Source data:
/---
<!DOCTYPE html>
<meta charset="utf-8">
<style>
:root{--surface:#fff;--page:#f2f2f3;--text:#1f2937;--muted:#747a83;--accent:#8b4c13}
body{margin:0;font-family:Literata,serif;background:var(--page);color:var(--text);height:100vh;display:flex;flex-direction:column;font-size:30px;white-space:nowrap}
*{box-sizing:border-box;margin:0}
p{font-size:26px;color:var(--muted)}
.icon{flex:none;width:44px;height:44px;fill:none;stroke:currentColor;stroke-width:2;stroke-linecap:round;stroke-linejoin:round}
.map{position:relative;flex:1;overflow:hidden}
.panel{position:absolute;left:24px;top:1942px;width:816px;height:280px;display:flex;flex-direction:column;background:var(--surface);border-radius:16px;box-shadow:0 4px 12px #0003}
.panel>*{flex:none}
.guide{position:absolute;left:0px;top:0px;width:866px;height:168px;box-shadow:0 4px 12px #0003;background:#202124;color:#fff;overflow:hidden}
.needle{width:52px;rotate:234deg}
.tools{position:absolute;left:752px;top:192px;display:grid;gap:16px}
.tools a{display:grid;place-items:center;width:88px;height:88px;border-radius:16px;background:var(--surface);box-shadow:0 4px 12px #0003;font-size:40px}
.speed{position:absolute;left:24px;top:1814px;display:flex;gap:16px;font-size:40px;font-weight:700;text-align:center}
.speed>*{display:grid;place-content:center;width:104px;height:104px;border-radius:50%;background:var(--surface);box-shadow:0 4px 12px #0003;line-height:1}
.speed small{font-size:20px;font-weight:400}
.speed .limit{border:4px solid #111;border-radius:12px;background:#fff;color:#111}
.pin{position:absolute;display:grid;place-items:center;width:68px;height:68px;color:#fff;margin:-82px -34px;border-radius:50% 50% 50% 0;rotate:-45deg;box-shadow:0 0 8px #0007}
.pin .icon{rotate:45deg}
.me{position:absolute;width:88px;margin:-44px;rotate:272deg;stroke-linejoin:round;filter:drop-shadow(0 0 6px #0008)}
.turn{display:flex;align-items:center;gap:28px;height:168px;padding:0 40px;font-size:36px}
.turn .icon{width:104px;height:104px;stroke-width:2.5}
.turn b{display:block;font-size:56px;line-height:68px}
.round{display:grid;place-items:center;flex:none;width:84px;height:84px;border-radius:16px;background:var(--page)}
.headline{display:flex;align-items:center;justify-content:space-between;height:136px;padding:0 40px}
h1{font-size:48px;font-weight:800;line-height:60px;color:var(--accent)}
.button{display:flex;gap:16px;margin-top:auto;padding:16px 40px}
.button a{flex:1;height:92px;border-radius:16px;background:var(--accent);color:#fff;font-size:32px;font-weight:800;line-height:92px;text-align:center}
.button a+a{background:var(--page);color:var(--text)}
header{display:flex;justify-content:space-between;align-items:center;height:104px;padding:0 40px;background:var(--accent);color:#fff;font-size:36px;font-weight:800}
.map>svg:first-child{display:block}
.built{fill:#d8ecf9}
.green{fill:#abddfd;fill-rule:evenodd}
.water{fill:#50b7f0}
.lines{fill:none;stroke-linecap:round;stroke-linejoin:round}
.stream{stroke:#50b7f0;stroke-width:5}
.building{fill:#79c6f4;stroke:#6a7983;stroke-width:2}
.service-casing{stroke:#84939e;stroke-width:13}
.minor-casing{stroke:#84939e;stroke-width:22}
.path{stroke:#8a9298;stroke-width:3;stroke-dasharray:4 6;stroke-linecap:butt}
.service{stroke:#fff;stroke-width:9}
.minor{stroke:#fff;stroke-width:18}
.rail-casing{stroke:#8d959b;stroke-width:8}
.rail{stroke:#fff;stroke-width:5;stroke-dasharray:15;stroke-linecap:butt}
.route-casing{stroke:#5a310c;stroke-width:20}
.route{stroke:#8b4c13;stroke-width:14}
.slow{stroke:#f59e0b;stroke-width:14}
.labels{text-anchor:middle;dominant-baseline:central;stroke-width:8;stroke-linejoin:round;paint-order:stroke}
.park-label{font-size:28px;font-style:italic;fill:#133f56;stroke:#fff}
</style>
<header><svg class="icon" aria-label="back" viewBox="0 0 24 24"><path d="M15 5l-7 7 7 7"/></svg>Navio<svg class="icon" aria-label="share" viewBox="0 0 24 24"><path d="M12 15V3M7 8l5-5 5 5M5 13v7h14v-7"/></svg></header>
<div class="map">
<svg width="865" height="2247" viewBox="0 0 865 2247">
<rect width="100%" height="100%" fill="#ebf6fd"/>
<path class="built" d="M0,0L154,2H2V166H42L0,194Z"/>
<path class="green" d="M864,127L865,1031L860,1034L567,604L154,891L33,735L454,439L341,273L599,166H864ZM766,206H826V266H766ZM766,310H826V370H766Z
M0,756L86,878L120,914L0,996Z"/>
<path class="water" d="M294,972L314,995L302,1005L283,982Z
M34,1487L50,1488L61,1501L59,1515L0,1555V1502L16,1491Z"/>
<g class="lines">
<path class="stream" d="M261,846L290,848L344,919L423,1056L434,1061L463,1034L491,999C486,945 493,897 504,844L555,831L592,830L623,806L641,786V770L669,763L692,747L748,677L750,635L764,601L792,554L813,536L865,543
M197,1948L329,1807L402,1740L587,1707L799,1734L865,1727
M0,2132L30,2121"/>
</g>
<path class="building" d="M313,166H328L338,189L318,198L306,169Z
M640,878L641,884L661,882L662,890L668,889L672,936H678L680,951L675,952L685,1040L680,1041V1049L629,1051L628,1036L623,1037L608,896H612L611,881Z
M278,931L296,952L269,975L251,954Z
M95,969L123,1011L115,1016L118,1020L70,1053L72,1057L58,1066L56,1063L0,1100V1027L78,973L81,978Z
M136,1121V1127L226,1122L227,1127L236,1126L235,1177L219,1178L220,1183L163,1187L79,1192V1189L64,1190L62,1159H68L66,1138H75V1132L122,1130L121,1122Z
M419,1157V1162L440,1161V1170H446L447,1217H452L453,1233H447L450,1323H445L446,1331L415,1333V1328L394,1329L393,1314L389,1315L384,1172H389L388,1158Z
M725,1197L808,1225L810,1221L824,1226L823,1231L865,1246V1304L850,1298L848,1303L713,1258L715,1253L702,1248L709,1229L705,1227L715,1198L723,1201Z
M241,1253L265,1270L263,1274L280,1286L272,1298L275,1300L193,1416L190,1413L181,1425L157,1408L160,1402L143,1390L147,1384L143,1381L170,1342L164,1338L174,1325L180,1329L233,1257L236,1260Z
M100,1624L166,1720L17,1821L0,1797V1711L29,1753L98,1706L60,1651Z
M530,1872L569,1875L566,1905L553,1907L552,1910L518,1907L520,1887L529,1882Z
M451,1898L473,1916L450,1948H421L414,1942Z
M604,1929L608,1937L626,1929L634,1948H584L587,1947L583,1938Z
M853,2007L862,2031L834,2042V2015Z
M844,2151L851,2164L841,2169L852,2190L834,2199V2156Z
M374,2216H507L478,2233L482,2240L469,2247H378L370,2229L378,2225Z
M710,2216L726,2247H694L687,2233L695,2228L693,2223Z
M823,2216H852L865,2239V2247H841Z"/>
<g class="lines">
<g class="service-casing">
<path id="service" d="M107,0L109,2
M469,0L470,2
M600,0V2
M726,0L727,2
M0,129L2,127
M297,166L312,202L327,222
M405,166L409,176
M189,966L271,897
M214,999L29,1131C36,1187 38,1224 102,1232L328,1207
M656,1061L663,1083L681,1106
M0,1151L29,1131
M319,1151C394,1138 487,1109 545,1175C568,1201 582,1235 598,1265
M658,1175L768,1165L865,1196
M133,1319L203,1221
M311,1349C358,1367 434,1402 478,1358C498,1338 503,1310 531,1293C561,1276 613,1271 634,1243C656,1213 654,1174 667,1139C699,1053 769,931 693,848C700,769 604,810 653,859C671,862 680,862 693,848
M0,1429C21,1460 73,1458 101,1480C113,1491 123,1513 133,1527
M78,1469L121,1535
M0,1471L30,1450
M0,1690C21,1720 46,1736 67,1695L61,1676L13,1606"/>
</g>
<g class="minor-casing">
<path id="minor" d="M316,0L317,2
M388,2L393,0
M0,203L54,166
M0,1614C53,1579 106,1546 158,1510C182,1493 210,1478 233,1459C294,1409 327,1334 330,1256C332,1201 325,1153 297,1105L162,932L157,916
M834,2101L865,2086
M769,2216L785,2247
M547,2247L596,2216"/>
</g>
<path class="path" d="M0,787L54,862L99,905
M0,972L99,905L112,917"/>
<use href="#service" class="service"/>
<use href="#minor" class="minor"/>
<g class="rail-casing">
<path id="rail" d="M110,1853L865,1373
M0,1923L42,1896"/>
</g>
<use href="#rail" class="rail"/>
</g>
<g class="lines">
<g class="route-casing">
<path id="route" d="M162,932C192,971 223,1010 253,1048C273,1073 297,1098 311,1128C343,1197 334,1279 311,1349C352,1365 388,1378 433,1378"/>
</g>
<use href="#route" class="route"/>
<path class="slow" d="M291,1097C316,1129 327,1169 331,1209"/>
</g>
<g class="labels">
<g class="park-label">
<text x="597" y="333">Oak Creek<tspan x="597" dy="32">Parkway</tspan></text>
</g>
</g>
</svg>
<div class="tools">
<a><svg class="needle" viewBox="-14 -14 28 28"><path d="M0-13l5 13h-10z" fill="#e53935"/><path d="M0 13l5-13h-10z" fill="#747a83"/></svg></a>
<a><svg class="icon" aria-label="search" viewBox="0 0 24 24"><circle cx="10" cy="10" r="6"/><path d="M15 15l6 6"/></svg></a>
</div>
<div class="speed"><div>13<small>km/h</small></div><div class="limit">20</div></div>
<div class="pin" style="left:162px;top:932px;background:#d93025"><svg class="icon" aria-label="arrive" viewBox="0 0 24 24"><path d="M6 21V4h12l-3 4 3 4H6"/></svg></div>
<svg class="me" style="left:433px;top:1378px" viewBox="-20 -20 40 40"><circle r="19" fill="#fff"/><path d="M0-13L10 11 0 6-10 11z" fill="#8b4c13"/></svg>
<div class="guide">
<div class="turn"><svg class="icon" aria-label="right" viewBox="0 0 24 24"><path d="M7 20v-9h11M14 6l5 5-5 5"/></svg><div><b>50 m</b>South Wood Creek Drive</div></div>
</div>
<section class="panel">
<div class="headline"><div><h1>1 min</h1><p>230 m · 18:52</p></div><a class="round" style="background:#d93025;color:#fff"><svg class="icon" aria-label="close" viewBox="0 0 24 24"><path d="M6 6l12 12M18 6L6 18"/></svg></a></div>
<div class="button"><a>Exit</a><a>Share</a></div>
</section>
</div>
\---
Required work: Lines with the string "overflow": say how many appear in the entries above, giving the number alone.

Solved problem: 2